Aim of the task -
Copy out every line of the data where the word "dead" is found.

Collected data:
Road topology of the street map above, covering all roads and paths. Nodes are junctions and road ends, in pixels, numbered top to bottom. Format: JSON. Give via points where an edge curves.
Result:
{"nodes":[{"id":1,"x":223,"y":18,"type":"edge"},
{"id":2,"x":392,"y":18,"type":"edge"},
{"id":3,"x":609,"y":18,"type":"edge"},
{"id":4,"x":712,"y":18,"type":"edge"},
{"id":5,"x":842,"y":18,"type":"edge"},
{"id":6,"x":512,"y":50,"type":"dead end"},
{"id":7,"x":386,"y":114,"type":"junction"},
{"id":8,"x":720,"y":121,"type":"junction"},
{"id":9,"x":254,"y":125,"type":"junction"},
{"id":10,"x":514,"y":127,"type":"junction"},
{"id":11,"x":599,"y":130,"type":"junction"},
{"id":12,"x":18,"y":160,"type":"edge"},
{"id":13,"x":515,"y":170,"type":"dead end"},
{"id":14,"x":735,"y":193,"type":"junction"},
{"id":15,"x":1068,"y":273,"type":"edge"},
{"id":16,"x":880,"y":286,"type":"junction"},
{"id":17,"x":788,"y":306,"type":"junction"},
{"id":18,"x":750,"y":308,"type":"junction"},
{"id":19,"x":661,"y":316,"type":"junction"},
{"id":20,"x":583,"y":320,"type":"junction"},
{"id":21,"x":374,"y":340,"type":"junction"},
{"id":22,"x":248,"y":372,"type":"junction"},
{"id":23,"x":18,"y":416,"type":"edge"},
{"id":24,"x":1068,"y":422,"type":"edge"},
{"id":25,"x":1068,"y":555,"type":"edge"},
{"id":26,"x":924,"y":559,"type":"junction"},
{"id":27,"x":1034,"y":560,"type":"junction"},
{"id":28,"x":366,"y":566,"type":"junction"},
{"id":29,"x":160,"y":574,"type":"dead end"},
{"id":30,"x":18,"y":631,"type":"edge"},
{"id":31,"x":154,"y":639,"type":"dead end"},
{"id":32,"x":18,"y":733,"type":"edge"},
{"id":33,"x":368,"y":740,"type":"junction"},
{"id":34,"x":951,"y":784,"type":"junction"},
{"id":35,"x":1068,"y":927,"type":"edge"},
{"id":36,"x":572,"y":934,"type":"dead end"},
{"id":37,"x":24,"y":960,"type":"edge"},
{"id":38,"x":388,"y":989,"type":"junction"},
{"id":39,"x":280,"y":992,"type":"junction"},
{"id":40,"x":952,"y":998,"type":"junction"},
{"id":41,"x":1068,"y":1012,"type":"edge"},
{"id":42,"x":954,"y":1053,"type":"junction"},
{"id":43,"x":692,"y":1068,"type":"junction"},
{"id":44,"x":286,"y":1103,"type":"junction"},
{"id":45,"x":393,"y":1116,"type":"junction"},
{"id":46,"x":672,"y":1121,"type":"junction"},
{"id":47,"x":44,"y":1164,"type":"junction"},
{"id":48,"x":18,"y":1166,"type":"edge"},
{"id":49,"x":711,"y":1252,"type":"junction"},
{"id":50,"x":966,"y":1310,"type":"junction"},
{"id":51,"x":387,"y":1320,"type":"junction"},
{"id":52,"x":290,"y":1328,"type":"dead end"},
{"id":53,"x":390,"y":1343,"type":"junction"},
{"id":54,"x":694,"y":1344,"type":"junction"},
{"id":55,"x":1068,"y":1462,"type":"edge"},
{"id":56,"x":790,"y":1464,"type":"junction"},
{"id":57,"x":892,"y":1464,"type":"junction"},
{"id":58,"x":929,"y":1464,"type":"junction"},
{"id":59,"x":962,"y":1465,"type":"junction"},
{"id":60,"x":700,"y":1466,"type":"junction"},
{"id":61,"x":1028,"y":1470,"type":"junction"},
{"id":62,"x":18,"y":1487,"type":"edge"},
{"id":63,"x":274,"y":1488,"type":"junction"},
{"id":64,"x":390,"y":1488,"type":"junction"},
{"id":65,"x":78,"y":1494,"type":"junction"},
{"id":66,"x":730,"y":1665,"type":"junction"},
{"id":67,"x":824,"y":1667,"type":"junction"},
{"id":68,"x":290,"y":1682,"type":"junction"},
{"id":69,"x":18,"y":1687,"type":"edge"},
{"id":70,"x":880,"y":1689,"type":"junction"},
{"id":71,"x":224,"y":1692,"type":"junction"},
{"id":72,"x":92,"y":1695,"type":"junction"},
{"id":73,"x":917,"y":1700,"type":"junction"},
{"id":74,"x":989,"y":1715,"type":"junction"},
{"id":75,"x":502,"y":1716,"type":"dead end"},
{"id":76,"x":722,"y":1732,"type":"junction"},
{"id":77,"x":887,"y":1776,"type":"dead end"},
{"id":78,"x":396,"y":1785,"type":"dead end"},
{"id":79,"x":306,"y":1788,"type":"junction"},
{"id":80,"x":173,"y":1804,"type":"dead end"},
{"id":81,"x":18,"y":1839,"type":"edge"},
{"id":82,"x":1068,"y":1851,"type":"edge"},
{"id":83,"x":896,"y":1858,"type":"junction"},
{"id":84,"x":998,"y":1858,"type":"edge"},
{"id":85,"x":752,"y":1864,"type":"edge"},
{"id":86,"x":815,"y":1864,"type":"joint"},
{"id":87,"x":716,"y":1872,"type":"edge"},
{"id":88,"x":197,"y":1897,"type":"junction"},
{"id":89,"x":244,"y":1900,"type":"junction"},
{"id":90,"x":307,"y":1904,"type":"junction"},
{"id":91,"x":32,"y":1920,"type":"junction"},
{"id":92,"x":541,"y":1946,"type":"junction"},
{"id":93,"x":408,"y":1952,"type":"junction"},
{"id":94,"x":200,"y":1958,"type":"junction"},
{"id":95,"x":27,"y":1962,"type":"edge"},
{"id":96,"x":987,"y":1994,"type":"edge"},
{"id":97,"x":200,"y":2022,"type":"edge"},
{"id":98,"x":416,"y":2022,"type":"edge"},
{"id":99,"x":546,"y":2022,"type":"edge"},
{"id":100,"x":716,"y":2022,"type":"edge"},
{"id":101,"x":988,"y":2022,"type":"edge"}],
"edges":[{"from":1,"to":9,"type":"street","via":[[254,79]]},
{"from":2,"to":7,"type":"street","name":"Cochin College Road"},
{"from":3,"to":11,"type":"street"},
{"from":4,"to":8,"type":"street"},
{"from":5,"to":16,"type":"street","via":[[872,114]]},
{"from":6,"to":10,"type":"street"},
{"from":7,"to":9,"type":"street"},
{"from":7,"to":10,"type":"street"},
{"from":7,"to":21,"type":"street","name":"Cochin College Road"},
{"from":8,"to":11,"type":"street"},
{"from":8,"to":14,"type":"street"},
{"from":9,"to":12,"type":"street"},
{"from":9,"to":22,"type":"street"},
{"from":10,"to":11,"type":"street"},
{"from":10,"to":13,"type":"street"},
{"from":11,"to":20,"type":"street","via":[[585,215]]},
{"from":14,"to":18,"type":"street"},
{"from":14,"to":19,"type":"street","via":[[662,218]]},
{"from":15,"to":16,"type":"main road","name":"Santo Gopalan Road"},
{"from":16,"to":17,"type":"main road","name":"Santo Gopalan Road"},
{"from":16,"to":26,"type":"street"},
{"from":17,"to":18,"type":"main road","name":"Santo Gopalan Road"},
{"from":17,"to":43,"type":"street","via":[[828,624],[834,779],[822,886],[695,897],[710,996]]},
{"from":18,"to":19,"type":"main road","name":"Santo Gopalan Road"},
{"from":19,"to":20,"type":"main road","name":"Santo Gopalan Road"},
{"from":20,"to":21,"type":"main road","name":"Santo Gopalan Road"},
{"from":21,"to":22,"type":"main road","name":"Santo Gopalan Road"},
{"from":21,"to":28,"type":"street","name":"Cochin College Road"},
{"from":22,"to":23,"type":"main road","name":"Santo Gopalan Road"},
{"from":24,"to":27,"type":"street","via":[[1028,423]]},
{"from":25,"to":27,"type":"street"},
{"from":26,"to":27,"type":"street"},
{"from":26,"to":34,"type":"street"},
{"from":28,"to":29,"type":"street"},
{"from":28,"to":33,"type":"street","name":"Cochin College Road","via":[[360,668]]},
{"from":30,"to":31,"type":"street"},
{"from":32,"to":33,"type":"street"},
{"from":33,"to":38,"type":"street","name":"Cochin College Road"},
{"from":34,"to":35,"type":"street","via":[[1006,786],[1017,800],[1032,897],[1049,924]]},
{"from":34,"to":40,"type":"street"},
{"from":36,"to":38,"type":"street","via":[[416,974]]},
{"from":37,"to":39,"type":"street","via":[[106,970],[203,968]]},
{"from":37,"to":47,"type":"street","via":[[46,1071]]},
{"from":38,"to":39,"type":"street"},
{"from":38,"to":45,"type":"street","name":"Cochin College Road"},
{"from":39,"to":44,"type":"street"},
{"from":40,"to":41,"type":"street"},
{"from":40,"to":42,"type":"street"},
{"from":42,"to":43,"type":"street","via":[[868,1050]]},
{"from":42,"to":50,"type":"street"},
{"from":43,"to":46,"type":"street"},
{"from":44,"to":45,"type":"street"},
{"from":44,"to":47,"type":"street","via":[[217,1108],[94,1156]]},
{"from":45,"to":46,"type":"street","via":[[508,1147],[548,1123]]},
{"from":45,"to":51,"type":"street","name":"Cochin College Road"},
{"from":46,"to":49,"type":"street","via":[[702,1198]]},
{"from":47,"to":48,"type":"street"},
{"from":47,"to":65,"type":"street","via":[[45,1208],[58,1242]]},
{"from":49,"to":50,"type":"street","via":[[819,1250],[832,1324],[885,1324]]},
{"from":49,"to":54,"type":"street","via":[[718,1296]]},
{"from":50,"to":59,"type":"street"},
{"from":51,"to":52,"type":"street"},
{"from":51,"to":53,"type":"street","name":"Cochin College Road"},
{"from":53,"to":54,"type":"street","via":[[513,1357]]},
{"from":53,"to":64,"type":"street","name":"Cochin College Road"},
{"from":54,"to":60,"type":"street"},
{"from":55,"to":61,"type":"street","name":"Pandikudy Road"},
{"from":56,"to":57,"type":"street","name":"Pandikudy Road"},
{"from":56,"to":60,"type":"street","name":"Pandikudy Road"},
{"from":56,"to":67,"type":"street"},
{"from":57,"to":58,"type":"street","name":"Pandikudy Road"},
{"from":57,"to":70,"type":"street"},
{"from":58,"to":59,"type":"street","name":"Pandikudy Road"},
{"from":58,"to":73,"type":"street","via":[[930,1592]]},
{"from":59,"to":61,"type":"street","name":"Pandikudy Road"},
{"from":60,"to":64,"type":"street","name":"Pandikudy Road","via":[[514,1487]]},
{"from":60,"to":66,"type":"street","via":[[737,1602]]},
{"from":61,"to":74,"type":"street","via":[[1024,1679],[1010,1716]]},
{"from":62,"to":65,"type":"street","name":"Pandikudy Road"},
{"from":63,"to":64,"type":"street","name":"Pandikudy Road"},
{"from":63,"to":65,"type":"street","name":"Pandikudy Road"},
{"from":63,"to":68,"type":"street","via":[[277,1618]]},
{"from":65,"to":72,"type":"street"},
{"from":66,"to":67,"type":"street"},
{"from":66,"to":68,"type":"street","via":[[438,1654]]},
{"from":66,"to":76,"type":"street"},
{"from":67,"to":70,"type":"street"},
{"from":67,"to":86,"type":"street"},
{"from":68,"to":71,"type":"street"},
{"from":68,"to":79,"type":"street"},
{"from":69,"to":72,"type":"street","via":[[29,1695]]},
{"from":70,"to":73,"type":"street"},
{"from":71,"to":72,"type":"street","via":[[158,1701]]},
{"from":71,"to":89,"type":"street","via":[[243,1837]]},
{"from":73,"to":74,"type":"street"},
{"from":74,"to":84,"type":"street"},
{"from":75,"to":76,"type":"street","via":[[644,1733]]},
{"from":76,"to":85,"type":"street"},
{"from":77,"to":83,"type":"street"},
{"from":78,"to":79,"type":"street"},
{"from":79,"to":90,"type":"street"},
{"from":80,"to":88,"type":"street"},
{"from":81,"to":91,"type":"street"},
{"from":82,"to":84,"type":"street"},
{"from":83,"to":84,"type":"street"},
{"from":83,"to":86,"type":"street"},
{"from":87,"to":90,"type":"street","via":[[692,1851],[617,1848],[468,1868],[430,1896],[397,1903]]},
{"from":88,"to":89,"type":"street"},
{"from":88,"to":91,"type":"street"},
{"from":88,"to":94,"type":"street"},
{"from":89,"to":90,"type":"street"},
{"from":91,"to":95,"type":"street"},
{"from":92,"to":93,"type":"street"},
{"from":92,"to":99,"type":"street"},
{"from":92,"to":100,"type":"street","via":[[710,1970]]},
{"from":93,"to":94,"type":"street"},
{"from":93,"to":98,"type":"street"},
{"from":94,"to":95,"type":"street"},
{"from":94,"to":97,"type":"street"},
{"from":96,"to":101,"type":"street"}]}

Result of the exercise -
{"id":6,"x":512,"y":50,"type":"dead end"},
{"id":13,"x":515,"y":170,"type":"dead end"},
{"id":29,"x":160,"y":574,"type":"dead end"},
{"id":31,"x":154,"y":639,"type":"dead end"},
{"id":36,"x":572,"y":934,"type":"dead end"},
{"id":52,"x":290,"y":1328,"type":"dead end"},
{"id":75,"x":502,"y":1716,"type":"dead end"},
{"id":77,"x":887,"y":1776,"type":"dead end"},
{"id":78,"x":396,"y":1785,"type":"dead end"},
{"id":80,"x":173,"y":1804,"type":"dead end"},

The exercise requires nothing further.